● ABOUT THIS EXERCISE: Go through the data and retrieve each line that includes the string "into".

● EXTRACTED INFORMATION:

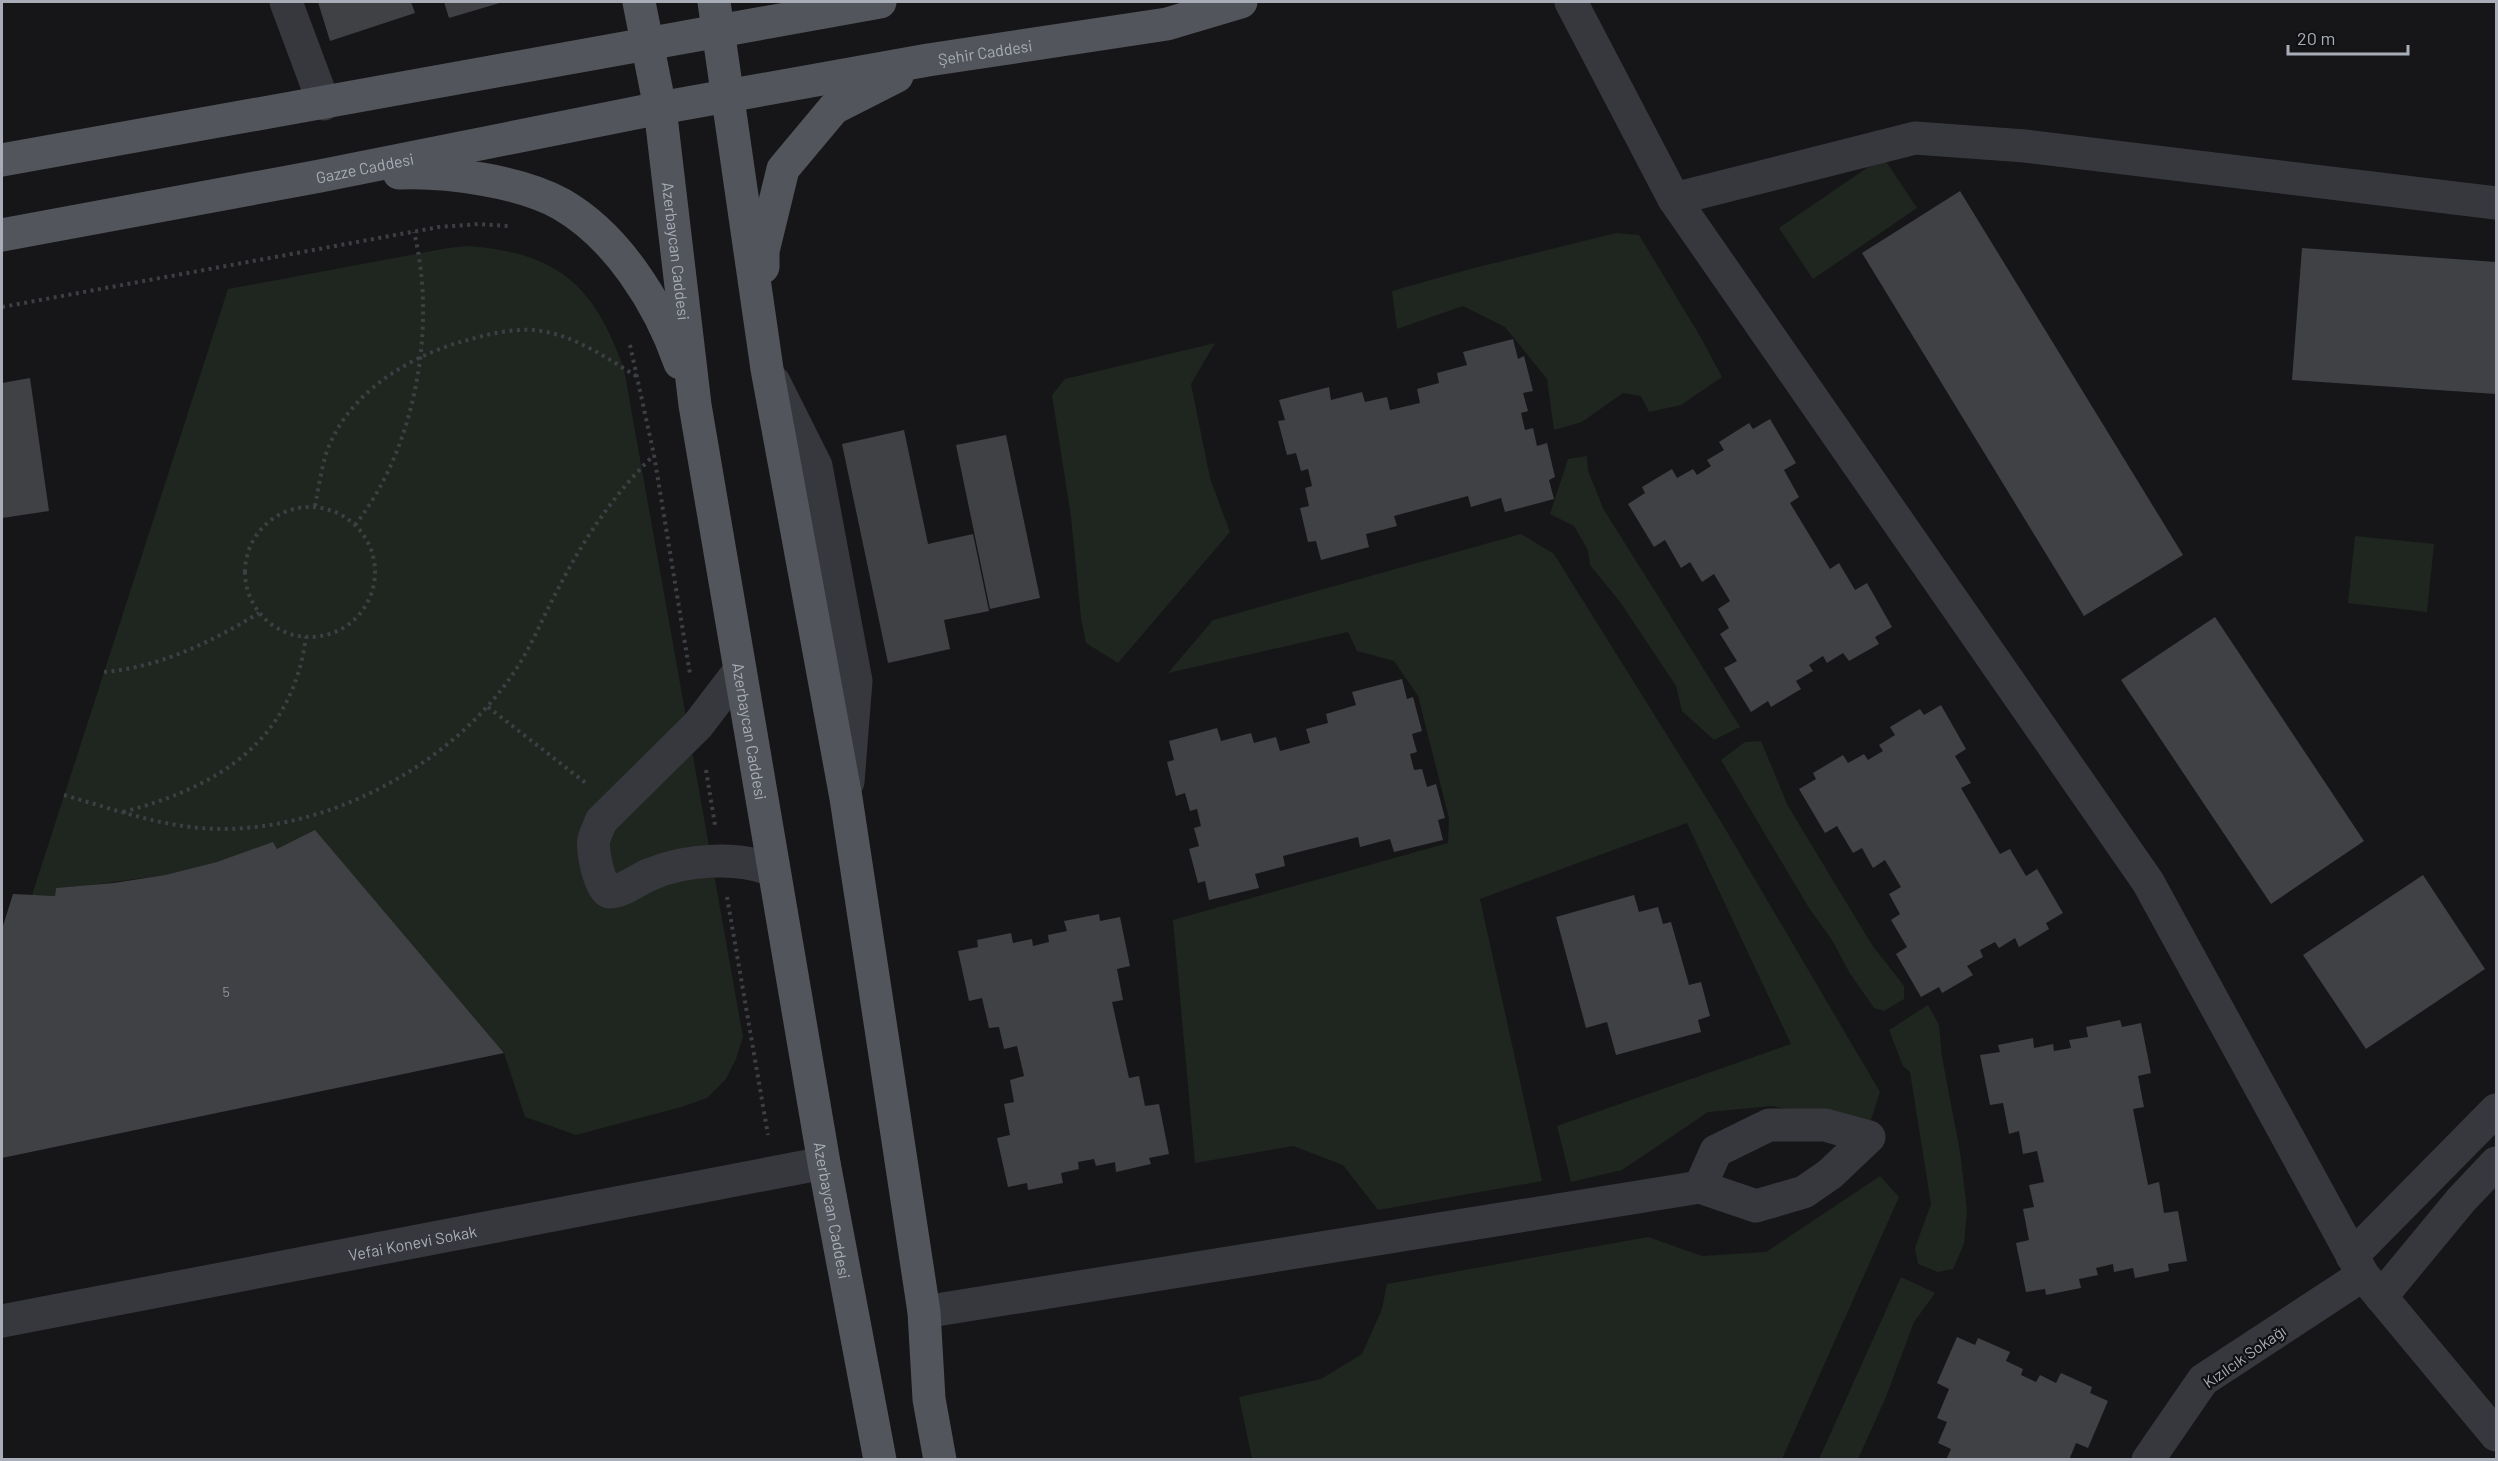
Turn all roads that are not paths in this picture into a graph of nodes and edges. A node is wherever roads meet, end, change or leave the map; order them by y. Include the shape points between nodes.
...
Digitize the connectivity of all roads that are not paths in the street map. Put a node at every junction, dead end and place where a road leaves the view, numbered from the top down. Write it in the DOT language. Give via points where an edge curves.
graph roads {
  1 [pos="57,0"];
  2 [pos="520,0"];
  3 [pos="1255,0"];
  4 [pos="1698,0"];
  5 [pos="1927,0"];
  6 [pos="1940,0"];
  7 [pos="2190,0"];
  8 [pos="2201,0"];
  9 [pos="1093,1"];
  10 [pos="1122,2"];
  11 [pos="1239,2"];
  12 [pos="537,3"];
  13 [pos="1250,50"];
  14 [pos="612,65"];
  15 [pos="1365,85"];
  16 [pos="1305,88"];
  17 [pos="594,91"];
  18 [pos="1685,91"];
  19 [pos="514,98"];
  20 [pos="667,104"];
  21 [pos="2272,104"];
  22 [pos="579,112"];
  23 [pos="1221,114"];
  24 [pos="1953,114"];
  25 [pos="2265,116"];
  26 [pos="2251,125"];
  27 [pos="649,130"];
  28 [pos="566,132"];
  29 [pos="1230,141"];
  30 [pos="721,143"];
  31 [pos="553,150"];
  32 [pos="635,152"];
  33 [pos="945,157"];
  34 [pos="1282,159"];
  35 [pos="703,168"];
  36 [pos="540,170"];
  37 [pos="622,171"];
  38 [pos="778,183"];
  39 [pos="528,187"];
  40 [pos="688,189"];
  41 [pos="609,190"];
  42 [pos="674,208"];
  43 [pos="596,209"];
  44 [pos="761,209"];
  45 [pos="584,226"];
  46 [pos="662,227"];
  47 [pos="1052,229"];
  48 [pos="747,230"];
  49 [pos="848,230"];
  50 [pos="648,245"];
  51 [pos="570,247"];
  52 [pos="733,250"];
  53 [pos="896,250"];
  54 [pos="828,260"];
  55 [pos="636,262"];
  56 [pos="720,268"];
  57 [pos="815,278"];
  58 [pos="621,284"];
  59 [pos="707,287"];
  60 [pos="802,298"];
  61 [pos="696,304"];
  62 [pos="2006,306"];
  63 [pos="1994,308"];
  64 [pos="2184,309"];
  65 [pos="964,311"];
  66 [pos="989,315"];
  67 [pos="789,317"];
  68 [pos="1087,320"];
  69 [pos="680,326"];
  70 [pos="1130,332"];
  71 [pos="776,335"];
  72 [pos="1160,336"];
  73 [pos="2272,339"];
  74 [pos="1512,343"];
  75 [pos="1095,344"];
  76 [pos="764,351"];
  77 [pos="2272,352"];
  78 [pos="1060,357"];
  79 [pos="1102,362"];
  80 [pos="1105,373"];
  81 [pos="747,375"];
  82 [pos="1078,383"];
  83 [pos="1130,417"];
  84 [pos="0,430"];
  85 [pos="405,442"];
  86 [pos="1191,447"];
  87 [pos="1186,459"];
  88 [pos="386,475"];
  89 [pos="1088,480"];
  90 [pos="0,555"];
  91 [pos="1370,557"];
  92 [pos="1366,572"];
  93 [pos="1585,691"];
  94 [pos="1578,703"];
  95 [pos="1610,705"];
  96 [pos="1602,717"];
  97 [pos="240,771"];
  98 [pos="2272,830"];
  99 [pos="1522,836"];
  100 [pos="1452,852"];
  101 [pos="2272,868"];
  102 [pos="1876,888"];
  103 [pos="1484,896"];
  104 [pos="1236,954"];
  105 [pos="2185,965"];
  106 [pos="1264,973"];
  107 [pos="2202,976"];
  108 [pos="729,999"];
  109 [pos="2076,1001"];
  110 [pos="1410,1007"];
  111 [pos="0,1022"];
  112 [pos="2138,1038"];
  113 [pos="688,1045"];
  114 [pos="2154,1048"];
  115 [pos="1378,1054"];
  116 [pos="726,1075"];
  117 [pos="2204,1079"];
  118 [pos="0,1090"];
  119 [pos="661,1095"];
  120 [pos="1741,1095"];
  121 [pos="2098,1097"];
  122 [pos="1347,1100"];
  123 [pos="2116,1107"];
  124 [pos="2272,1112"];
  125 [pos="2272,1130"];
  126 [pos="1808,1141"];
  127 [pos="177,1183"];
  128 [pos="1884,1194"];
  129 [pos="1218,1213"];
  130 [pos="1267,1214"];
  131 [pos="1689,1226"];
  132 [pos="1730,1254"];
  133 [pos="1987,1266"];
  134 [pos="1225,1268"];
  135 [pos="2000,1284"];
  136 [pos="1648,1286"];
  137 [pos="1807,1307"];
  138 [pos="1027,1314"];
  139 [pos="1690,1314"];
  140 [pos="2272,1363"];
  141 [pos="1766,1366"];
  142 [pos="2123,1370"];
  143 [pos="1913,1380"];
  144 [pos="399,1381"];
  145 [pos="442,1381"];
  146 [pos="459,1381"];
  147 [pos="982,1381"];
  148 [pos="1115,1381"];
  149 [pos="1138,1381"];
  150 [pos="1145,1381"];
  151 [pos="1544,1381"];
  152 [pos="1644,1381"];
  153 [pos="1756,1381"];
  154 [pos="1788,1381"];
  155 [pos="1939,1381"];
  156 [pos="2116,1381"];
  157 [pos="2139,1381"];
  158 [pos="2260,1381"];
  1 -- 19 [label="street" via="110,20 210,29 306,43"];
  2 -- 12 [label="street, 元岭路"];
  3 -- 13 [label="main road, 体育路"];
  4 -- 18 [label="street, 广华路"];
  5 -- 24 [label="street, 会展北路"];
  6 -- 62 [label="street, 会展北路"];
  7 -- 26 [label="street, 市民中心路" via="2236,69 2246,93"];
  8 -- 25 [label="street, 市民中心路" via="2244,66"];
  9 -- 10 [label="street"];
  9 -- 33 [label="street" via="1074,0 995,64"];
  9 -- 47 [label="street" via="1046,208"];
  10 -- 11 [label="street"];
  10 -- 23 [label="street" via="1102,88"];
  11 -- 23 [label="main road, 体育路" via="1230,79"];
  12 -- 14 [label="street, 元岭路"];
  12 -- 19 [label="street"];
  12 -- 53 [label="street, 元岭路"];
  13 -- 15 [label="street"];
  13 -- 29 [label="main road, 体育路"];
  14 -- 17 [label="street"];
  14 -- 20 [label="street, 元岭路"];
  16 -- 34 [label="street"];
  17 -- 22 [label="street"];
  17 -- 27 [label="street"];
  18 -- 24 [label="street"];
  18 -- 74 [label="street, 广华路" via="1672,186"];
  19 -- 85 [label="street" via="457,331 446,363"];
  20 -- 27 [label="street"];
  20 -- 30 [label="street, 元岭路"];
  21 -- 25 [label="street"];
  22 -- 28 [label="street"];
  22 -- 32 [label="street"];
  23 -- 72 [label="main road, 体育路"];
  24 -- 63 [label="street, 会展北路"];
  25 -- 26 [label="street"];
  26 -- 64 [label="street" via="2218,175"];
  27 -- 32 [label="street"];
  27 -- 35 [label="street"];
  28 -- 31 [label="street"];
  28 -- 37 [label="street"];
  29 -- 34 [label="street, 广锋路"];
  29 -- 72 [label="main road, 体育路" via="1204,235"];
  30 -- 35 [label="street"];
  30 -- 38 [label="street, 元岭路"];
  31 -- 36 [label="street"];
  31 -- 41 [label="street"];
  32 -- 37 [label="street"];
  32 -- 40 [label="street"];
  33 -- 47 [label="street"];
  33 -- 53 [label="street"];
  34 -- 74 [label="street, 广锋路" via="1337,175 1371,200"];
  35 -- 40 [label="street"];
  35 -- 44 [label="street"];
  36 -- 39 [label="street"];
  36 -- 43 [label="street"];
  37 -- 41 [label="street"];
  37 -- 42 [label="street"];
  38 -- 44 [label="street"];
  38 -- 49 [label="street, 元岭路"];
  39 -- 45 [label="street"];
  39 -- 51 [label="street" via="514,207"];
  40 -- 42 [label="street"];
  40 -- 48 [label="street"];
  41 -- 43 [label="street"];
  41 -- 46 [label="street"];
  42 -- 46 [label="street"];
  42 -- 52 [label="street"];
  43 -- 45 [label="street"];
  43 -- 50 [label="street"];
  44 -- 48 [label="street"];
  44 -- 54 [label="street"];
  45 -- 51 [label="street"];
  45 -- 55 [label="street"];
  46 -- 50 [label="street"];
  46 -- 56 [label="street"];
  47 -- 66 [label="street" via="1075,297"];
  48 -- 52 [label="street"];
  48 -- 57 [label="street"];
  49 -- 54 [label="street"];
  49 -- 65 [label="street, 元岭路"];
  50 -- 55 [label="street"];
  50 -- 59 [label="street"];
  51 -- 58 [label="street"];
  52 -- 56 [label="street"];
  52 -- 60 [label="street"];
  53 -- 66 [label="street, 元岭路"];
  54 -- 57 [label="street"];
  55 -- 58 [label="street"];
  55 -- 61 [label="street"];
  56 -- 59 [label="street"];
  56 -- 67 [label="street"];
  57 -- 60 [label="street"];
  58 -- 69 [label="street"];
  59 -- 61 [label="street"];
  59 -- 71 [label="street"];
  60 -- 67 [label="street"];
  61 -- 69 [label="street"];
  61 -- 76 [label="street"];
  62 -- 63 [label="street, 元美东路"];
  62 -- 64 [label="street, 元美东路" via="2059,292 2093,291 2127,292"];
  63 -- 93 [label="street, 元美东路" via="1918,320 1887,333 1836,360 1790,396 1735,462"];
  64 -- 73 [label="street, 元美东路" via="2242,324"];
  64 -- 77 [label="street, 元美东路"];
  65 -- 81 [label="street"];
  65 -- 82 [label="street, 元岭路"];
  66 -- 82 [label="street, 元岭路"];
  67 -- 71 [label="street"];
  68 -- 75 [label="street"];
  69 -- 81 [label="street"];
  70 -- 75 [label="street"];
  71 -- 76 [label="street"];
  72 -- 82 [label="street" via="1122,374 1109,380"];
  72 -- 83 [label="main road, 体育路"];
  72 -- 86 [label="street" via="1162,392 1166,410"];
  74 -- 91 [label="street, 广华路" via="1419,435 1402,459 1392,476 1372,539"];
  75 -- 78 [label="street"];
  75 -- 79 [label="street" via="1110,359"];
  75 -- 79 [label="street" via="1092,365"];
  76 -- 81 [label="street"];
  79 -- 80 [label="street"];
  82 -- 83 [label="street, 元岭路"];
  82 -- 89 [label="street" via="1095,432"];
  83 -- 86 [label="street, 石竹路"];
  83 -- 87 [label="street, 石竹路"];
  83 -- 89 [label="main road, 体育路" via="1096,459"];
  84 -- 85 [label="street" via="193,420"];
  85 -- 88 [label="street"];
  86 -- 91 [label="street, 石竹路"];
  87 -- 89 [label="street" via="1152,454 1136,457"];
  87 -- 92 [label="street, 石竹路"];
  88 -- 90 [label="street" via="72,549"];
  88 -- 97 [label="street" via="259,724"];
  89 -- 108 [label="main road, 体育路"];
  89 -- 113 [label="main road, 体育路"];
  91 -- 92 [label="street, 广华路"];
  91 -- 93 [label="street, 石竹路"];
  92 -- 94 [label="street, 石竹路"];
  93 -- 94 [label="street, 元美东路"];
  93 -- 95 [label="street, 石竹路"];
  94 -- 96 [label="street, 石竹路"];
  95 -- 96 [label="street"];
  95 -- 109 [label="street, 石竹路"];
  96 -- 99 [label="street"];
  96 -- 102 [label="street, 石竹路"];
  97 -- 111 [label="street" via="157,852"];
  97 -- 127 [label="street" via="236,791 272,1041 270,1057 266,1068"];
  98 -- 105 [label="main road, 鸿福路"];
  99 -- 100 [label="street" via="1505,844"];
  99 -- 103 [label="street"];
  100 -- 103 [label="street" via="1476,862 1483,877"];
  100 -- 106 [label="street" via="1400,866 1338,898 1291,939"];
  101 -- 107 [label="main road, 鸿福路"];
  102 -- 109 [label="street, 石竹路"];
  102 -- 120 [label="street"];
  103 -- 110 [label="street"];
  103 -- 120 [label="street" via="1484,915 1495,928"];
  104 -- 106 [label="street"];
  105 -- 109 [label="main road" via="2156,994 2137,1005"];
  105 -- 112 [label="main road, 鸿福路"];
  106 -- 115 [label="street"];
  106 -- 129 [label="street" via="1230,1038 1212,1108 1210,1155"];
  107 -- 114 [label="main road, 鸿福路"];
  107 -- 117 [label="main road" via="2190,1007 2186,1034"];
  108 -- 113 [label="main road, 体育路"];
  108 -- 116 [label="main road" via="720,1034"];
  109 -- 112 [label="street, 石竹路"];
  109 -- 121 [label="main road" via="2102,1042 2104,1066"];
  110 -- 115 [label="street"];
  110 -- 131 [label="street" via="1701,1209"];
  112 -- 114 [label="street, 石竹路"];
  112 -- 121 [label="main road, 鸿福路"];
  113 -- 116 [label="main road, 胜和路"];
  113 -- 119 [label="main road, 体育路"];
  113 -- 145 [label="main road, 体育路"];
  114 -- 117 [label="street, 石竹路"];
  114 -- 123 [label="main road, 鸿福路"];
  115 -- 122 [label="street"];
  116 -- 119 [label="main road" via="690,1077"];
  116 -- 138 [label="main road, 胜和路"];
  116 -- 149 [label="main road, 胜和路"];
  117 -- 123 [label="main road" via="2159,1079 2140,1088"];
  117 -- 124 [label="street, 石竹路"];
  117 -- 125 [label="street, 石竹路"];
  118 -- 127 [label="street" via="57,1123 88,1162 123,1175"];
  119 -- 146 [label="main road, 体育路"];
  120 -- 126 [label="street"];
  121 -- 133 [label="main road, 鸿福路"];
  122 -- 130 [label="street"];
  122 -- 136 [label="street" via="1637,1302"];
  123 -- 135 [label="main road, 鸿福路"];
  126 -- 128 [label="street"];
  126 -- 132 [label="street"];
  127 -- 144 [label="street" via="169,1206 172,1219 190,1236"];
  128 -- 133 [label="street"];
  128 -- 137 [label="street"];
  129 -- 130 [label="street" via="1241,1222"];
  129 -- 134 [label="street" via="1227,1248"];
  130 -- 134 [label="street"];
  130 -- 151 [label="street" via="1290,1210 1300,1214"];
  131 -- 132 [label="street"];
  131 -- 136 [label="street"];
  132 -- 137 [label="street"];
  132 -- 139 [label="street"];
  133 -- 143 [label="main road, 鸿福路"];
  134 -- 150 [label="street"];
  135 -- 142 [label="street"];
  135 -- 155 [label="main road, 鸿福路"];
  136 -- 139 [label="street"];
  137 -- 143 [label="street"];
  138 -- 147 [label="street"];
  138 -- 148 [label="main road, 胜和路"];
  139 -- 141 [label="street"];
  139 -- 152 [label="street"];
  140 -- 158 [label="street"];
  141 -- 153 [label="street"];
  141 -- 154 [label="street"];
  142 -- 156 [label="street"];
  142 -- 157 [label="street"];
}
* * *
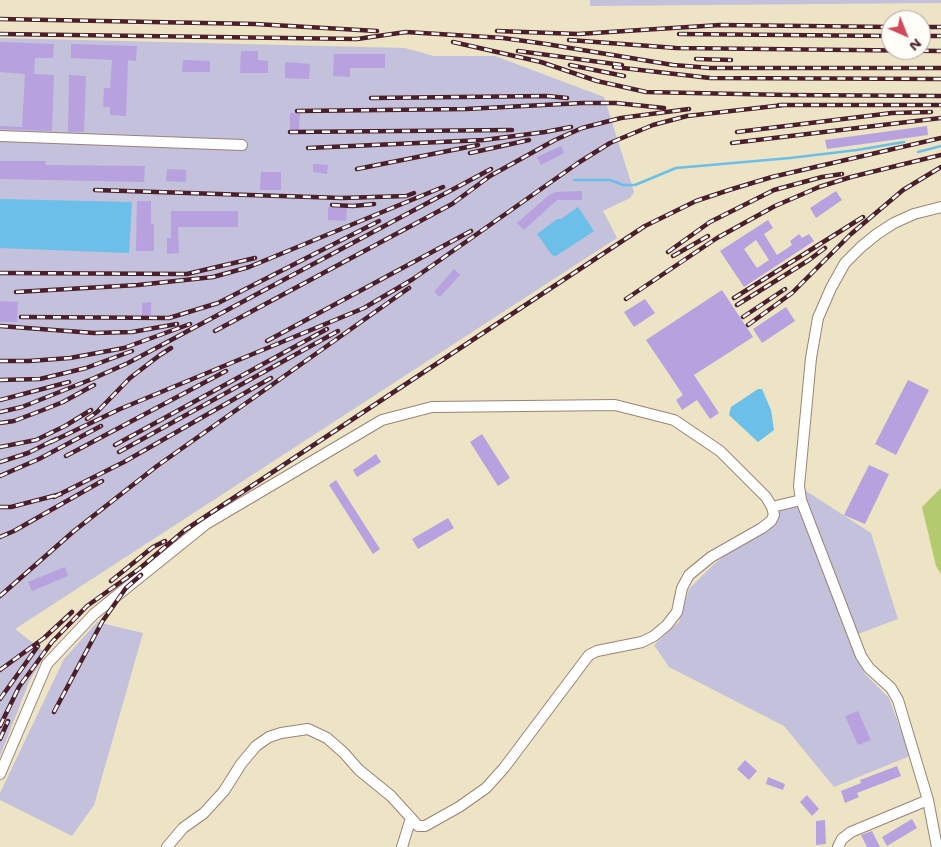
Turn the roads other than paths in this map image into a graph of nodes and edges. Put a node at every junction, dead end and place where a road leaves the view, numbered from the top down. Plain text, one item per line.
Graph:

● ANSWER BOX:
Turn all roads that are not paths in this picture into a graph of nodes and edges. A node is wherever roads meet, end, change or leave the map; order them by y. Include the shape points between nodes.
Turn the roads other than paths in this map image into a graph of nodes and edges. Put a node at every junction, dead end and place where a road leaves the view, numbered from the top down. Plain text, one item per line.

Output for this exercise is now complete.